Elle était tellement maquillée qu'elle paraissait encore plus nue ailleurs [...]

[...] mais à poil, avec ses quatre-vingt-quinze kilos qui attendent le client et un cul qui n'a plus rien d'humain, c'était quelque chose qui exigeait des lois pour mettre fin à ses souffrances.

Les cauchemars, c'est ce que les rêves deviennent toujours en vieillissant.




L’amour
Je ne vais pas lui jeter des fleurs, mais j'ai jamais vu un Sénégalais qui aurait fait une meilleure mère de famille que Madame Lola, c'est vraiment dommage que la nature s'y est opposée. Il a été l'objet d'une injustice, et il y avait là des mômes heureux qui se perdaient. Elle n'avait même pas le droit d'en adopter car les travestites sont trop différentes et ça, on ne vous le pardonne jamais. Madame Lola en avait parfois gros sur la patate.

Je voyais bien qu'elle ne respirait plus mais ça m'était égal, je l'aimais même sans respirer.




Le racisme
Quand ils ont quatre ou cinq ans, les Noirs sont très bien tolérés.

Pendant longtemps je n'ai pas su que j'étais arabe parce que personne ne m'insultait. On me l'a seulement appris à l'école. Mais je ne me battais jamais, ça fait toujours mal quand on frappe quelqu'un.

Dès qu'on sait qui vous êtes on est sûr de vous le reprocher.

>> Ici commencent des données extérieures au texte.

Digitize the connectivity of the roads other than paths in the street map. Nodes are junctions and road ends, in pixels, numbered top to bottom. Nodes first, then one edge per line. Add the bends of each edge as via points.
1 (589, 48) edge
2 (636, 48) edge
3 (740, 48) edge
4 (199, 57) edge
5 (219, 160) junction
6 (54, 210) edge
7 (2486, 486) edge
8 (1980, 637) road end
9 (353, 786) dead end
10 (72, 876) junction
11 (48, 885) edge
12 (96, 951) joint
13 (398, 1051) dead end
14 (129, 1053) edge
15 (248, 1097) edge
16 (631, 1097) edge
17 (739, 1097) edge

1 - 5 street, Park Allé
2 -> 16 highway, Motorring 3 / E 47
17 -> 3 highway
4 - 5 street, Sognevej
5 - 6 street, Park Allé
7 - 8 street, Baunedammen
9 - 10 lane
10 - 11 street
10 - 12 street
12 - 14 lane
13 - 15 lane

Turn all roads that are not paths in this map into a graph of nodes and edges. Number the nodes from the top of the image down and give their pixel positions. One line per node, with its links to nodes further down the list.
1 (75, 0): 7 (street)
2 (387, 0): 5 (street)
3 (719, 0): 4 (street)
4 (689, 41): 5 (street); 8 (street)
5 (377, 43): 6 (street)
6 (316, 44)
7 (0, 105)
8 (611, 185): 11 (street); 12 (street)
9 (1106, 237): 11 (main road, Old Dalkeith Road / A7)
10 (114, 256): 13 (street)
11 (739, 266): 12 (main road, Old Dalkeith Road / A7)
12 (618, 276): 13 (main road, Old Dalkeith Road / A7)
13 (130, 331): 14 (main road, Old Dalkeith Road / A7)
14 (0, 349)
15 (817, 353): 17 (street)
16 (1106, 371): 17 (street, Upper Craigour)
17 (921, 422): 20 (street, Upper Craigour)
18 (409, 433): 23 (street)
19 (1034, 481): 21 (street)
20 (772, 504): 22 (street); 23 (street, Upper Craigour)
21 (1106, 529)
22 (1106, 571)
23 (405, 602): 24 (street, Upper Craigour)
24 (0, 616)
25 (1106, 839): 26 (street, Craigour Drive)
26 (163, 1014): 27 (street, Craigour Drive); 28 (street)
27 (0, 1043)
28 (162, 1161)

Madame Rosa disait que le docteur Katz était pour la médecine générale et c’est vrai qu’il y avait de tout chez lui, des Juifs, bien sûr, comme partout, des Nord-Africains pour ne pas dire des Arabes, des Noirs et toutes sortes de maladies. Il y avait sûrement beaucoup de maladies vénériennes chez lui, à cause des travailleurs immigrés qui attrapent ça avant de venir en France pour bénéficier de la sécurité sociale. Les maladies vénériennes ne sont pas contagieuses en public et le docteur Katz les acceptait mais on avait pas le droit d’amener la diphtérie, la fièvre scarlatine, la rougeole et d’autres saloperies qu’il faut garder chez soi. Seulement, les parents ne savaient toujours de quoi il se retournait et j’ai attrapé là une ou deux fois des grippes et une coqueluche qui ne m’étaient pas destinées. Je revenais quand même. J’aimais bien être assis dans une salle d’attente et attendre quelque chose, et quand la porte du cabinet s’ouvrait et le docteur Katz entrait, tout de blanc vêtu, et venait me caresser les cheveux, je me sentais mieux et c’est pour ça qu’il y a la médecine.